La semaine passée fut tendue pour le ministre de l’Education nationale. Face à une grève des enseignants, qui pour certains refusaient de rendre les copies du bac pour protester contre la réforme du bac, le ministre avait décidé d’innover. Si certaines notes d’examen manquaient, les notes du contrôle continu de l’année seraient prises en compte pour compléter la moyenne. Une solution qui avait divisé au sein de l'Education nationale.

« Des droits et des devoirs »

« Quand on est enseignant on a des droits mais aussi des devoirs », a poursuivi le chef de l’Etat. « Quand un examen est attendu avec angoisse », « notre devoir à tous est d’être au rendez-vous ».

« Il peut y avoir des désaccords, évidemment le droit de grève, de manifestation seront préservés, j’y tiens beaucoup, je le dis avec beaucoup de respect pour ceux qui expriment ces désaccords. Mais en aucun cas ces désaccords ne peuvent se faire en prenant en otage nos jeunes, dans un moment qui est toujours un moment d’angoisse et extrêmement important pour leurs familles », a-t-il répété.

Quelques élèves ont eu des résultats provisoires, « une toute petite minorité » mais « je veux les rassurer, les choses sont sous contrôle du ministre ».

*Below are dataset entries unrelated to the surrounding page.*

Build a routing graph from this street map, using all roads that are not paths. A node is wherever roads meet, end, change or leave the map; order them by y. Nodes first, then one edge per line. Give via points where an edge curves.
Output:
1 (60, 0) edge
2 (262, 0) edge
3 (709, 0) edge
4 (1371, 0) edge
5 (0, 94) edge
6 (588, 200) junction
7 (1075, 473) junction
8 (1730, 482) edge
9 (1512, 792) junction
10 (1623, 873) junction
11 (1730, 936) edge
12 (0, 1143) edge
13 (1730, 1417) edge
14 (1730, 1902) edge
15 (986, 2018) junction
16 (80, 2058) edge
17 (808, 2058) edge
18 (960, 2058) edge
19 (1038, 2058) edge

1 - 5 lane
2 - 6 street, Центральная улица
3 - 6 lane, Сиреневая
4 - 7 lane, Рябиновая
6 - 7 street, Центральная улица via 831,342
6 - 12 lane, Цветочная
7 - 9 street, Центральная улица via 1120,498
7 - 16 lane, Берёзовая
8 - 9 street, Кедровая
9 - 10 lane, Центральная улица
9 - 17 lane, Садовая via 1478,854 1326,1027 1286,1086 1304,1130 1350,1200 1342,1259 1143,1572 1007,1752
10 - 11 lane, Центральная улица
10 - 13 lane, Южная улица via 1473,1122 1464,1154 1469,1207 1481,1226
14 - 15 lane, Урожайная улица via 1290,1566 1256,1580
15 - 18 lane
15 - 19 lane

Réfléchir à la rémunération des enseignants

Il a tenu cependant à rendre hommage aux enseignants dans leur ensemble et promis de se pencher sur le niveau de leur rémunération. « 99 % de celles et ceux qui font chaque jour l’Education nationale ont ce sens du devoir », a déclaré le chef de l’Etat, avec parfois « des rémunérations, je le sais, qui ne sont pas satisfaisantes – et c’est un chantier qu’on veut ouvrir – des conditions matérielles parfois très dures. Ils sont là, enseignent, éduquent, les savoirs fondamentaux, les valeurs, accompagnent nos jeunes. C’est le plus beau métier (…) Je ne veux pas le laisser salir, écorner », a-t-il conclu.